The large mural by Joan Miró that presides over the facade of T2 at El Prat airport will change location, as the Barcelona artist himself would have wished. Aena has decided to move it to the facade of T1, taking advantage of the remodeling of the terminal to install new security filters. There are few precedents in the world for the transfer of a work of art of this dimension and relevance.
The action, the cost of which has not yet been budgeted, will serve to revalue the ceramic mural, since it will be placed in a noble location, more in line with its artistic and historical importance.

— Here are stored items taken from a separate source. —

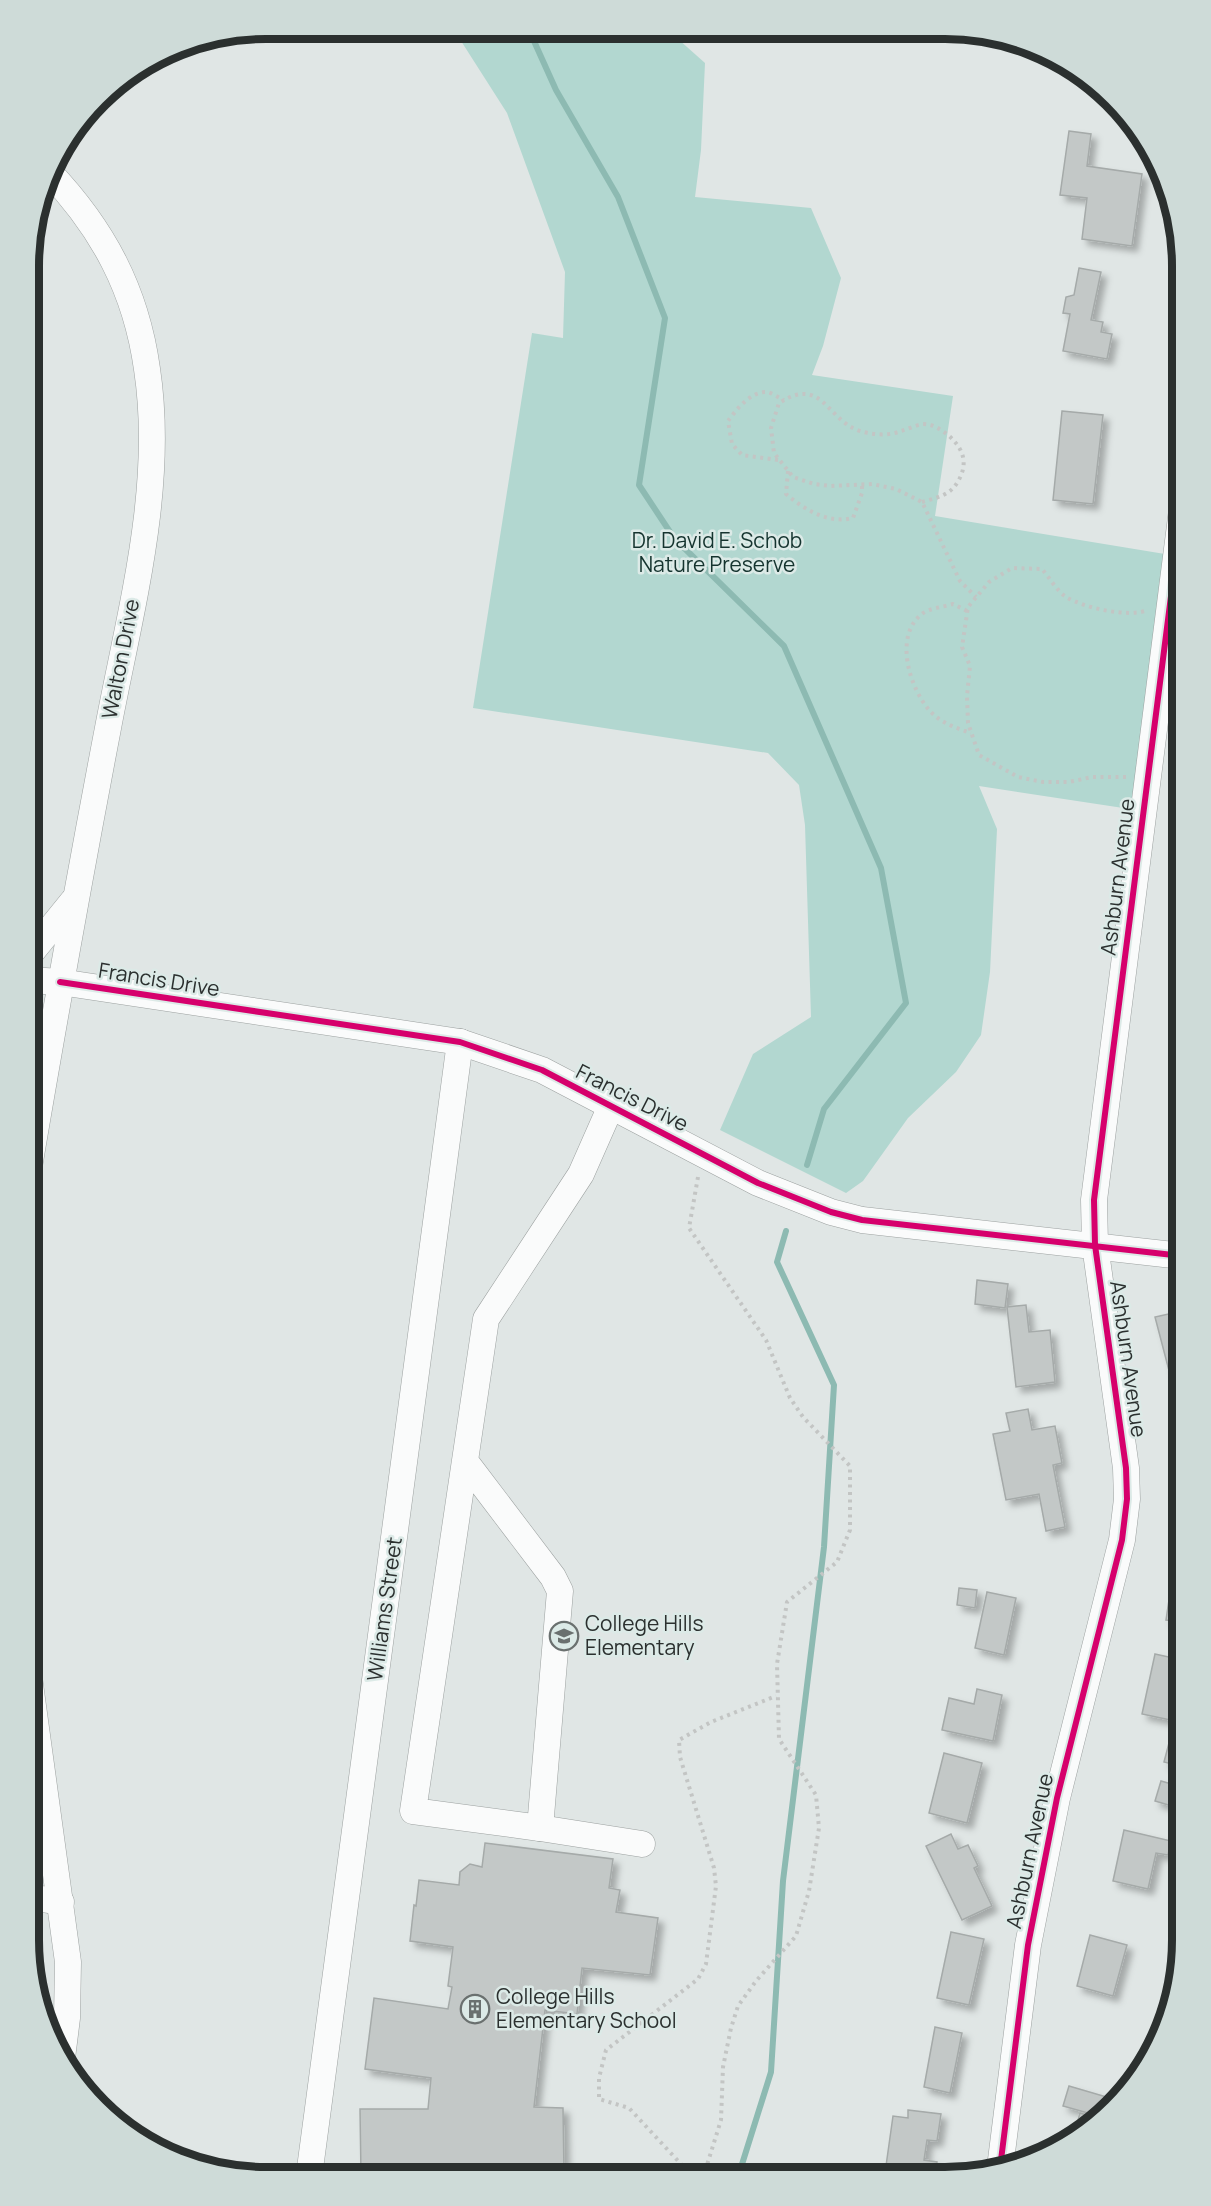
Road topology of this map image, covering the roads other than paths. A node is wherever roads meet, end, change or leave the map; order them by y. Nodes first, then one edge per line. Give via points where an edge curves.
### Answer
1 (56, 179) edge
2 (1172, 592) edge
3 (76, 896) junction
4 (39, 943) edge
5 (39, 981) edge
6 (60, 982) junction
7 (460, 1042) junction
8 (611, 1106) junction
9 (39, 1107) edge
10 (1095, 1245) junction
11 (1172, 1255) edge
12 (465, 1461) junction
13 (39, 1747) edge
14 (540, 1828) junction
15 (642, 1844) dead end
16 (39, 1899) edge
17 (61, 1902) junction
18 (64, 2044) edge
19 (1001, 2160) edge
20 (310, 2167) edge

1 - 3 street, Walton Drive via 113,257 124,283 142,346 151,407 150,475 142,549
2 - 10 street, Ashburn Avenue via 1095,1200
3 - 4 street
3 - 6 street, Walton Drive
5 - 6 street, Francis Drive
6 - 7 street, Francis Drive
6 - 9 street, Walton Drive
7 - 8 street, Francis Drive via 542,1070
7 - 20 street, Williams Street
8 - 10 street, Francis Drive via 758,1182 831,1212 862,1220
8 - 12 street via 580,1174 486,1319
10 - 11 street, Francis Drive
10 - 19 street, Ashburn Avenue via 1127,1499 1122,1540 1057,1798 1030,1933
12 - 14 street via 560,1591
12 - 14 street via 413,1811
13 - 17 street
14 - 15 street
16 - 17 street
17 - 18 street via 68,1962

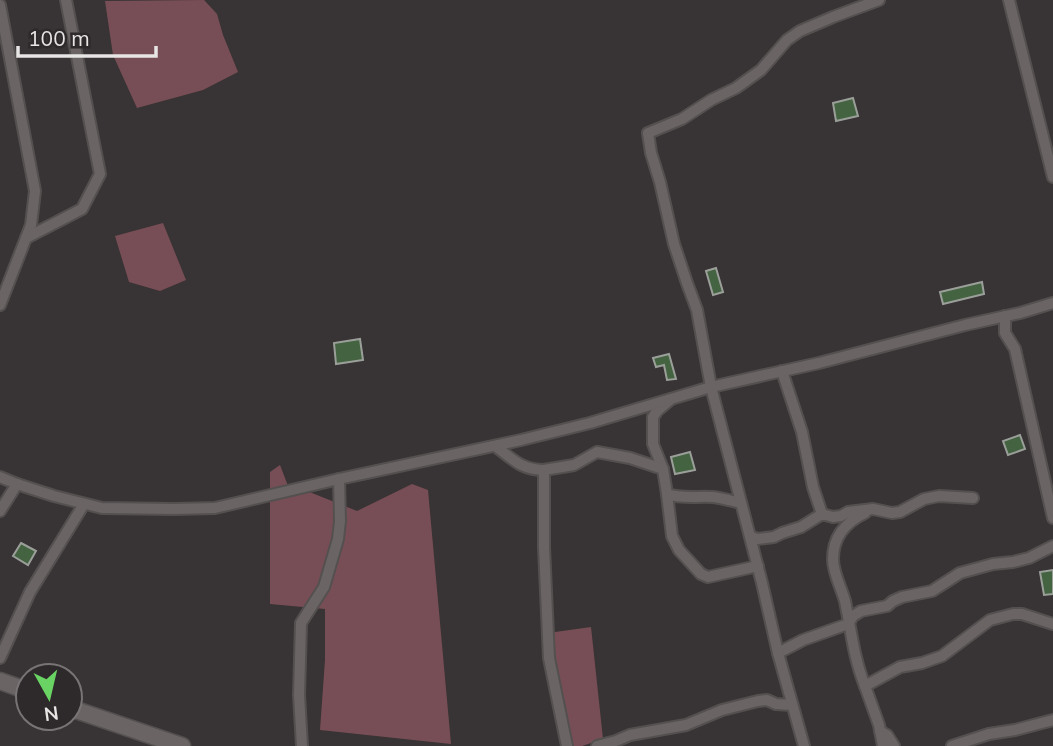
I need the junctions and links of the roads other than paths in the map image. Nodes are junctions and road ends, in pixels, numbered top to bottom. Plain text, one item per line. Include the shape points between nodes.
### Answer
1 (66, 0) edge
2 (879, 0) edge
3 (1009, 0) edge
4 (0, 5) edge
5 (1049, 148) edge
6 (1053, 177) edge
7 (26, 239) junction
8 (1053, 303) edge
9 (0, 305) edge
10 (1005, 316) junction
11 (782, 371) junction
12 (711, 387) junction
13 (673, 397) junction
14 (495, 446) junction
15 (663, 469) junction
16 (544, 470) junction
17 (0, 477) edge
18 (339, 479) junction
19 (17, 484) junction
20 (667, 494) junction
21 (973, 498) dead end
22 (741, 503) junction
23 (84, 504) junction
24 (870, 509) junction
25 (0, 511) edge
26 (822, 514) junction
27 (1053, 518) edge
28 (750, 536) junction
29 (1053, 546) edge
30 (758, 566) junction
31 (848, 624) junction
32 (1053, 624) edge
33 (778, 653) junction
34 (0, 659) edge
35 (865, 686) junction
36 (792, 705) junction
37 (84, 713) edge
38 (1053, 720) edge
39 (880, 731) junction
40 (182, 746) edge
41 (302, 746) edge
42 (567, 746) edge
43 (597, 746) edge
44 (804, 746) edge
45 (883, 746) edge
46 (894, 746) edge
47 (952, 746) edge

1 - 7 street via 100,174 82,209
2 - 12 street via 800,32 736,88 648,133 674,244 697,310
3 - 5 street
4 - 7 street via 35,191
5 - 6 street
7 - 9 street
8 - 10 street
10 - 11 street
10 - 27 street via 1005,333 1015,349
11 - 12 street
11 - 26 street
12 - 13 street
12 - 22 street
13 - 14 street
13 - 15 street via 653,417 653,444
14 - 16 street via 524,467
14 - 18 street
15 - 16 street via 597,452 574,465
15 - 20 street
16 - 42 street via 548,658
17 - 19 street
18 - 23 street via 215,508
18 - 41 street via 338,539 324,587 300,623
19 - 23 street
19 - 25 street
20 - 22 street
20 - 30 street via 671,536 701,574 708,577
21 - 24 street via 939,496 892,513
22 - 28 street
23 - 34 street via 30,592
24 - 26 street via 833,517
24 - 31 street via 848,523 837,538 833,560
26 - 28 street via 774,537
28 - 30 street
29 - 31 street via 1029,558 973,568 932,591 862,611
30 - 33 street
31 - 33 street
31 - 35 street
32 - 35 street via 1021,614 990,620 942,656 900,667
33 - 36 street
35 - 39 street
36 - 43 street via 758,701 686,725
36 - 44 street
37 - 40 street
38 - 47 street
39 - 45 street
39 - 46 street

The entire process of adapting T1 and definitive transfer of the mural will last around two years. But the work to move the work will start in the coming weeks, according to sources from the airport manager. A committee of experts made up of members of the Fundación Enaire – the owner of the mural – and the Miró Foundation will analyze the best method to transport it without it suffering any damage.
It is a large-scale work, fifty meters wide and ten high, made up of 4,865 ceramic pieces designed in collaboration with the prestigious ceramist and art critic Josep Llorens Artigas. Opened in 1970 to welcome visitors arriving by air in Barcelona, ??the evolution of T2 has not kept pace with its purpose. After the opening of the modern T1 in 2009, the old terminal has been losing weight. This is where the pure and hard low cost airlines now concentrate their activity, and in front of the mural there is a nondescript car park. A location and use that do not do justice to the creator of the Constellations.
The situation will be reversed. Aena plans to call for tenders for the T1 improvement works in the coming months, with a series of actions that will affect the main facade. The company will install in the terminal new filters with scanners that will allow passengers to pass security checks without having to remove liquids or laptops from handbags and suitcases. In order to fit these filters, the entire facade will have to be moved a few meters towards the area where the current access roads are. It will be there where the ceramic mural will be repositioned – see graphic -.
Apart from moving the facade and the arrivals and departures indicator, Aena plans to extend the central cover of T1 and cover patios. The remodeling is independent of the possible expansion of the airport, still in the negotiation phase between the central government and the Generalitat, and is included in the strategic plan of the manager for the period 2022-2026. The listed company, 51% owned by the State through Enaire, is already in contact with the family of the architect Ricardo Bofill to preserve the original architectural design of the terminal.
Aena’s decision to move the mosaic fulfills a wish formulated by Joan Miró himself to this newspaper. In a handwritten note sent to the journalist Lluís Permanyer in 1971 (see the attached article), the artist tells him that “this mural has been designed in a way that can be easily dismantled and placed in another place, with which it is seen that it foresees the possible eventuality that in the future the needs of growth will force the airport to be moved to another more suitable area”.
It has not been a transfer but the modernization of the airport that has relegated the old main terminal to a secondary role, which has not recovered and will not recover the pulse it had when it concentrated all the flights.
The displacement of the mosaic between terminals thus responds to the doubts expressed half a century ago by a visionary Miró. But the relevance of the operation will once again place Barcelona’s most universal artist under the spotlight. The operation of moving the mural will be a work of engineering worthy of being explained.
The city has never turned its back on Miró, who was born in Passage del Crèdit, very close to the site of the Rambla where his famous pavement mosaic is located. The foundation that defends his work has just dedicated to the artist one of the best exhibitions that have been seen in Barcelona in decades, in collaboration with the Picasso Museum.
His works such as the mosaic on the Rambla or the sculpture Woman and Bird, in the Escorxador park, are well preserved and set in relief. The MNAC, for its part, has in recent years had the gesture of calling its press conferences and other public events in front of the Mural for IBM, a fact that serves to give visibility to an excellent work of ceramic art which the artist did for the computer company in 1978.
But, in some way, a certain collective passivity or lack of determination prevented Joan Miró’s name from being forever associated with El Prat airport, as promoted by its foundation and as claimed for years by the same chronicler Permanyer. In the midst of the pro-independence process, the government of Pedro Sánchez saw the political opportunity to honor the Catalanist and Pactist legacy of Josep Tarradellas by renaming the facility after him, in the face of the silence of the Generalitat and the Barcelona councils and the meadow
The opportunity was thus lost to associate the airport with an inspiring name for any global art lover, in the vein of Liverpool-John Lennon, Rome-Leonardo Da Vinci, New Orleans-Louis Armstrong or of Lyon-Saint Exupéry.
Now, the same Executive of Pedro Sánchez is launching a rescue operation for the most voluminous Miró, which, finally, can bring about some historical justice. Because it cannot be ruled out that, naturally, T-1 at El Prat airport will be called Terminal Miró. Such is the impact that the mural can have in its – once again – privileged location.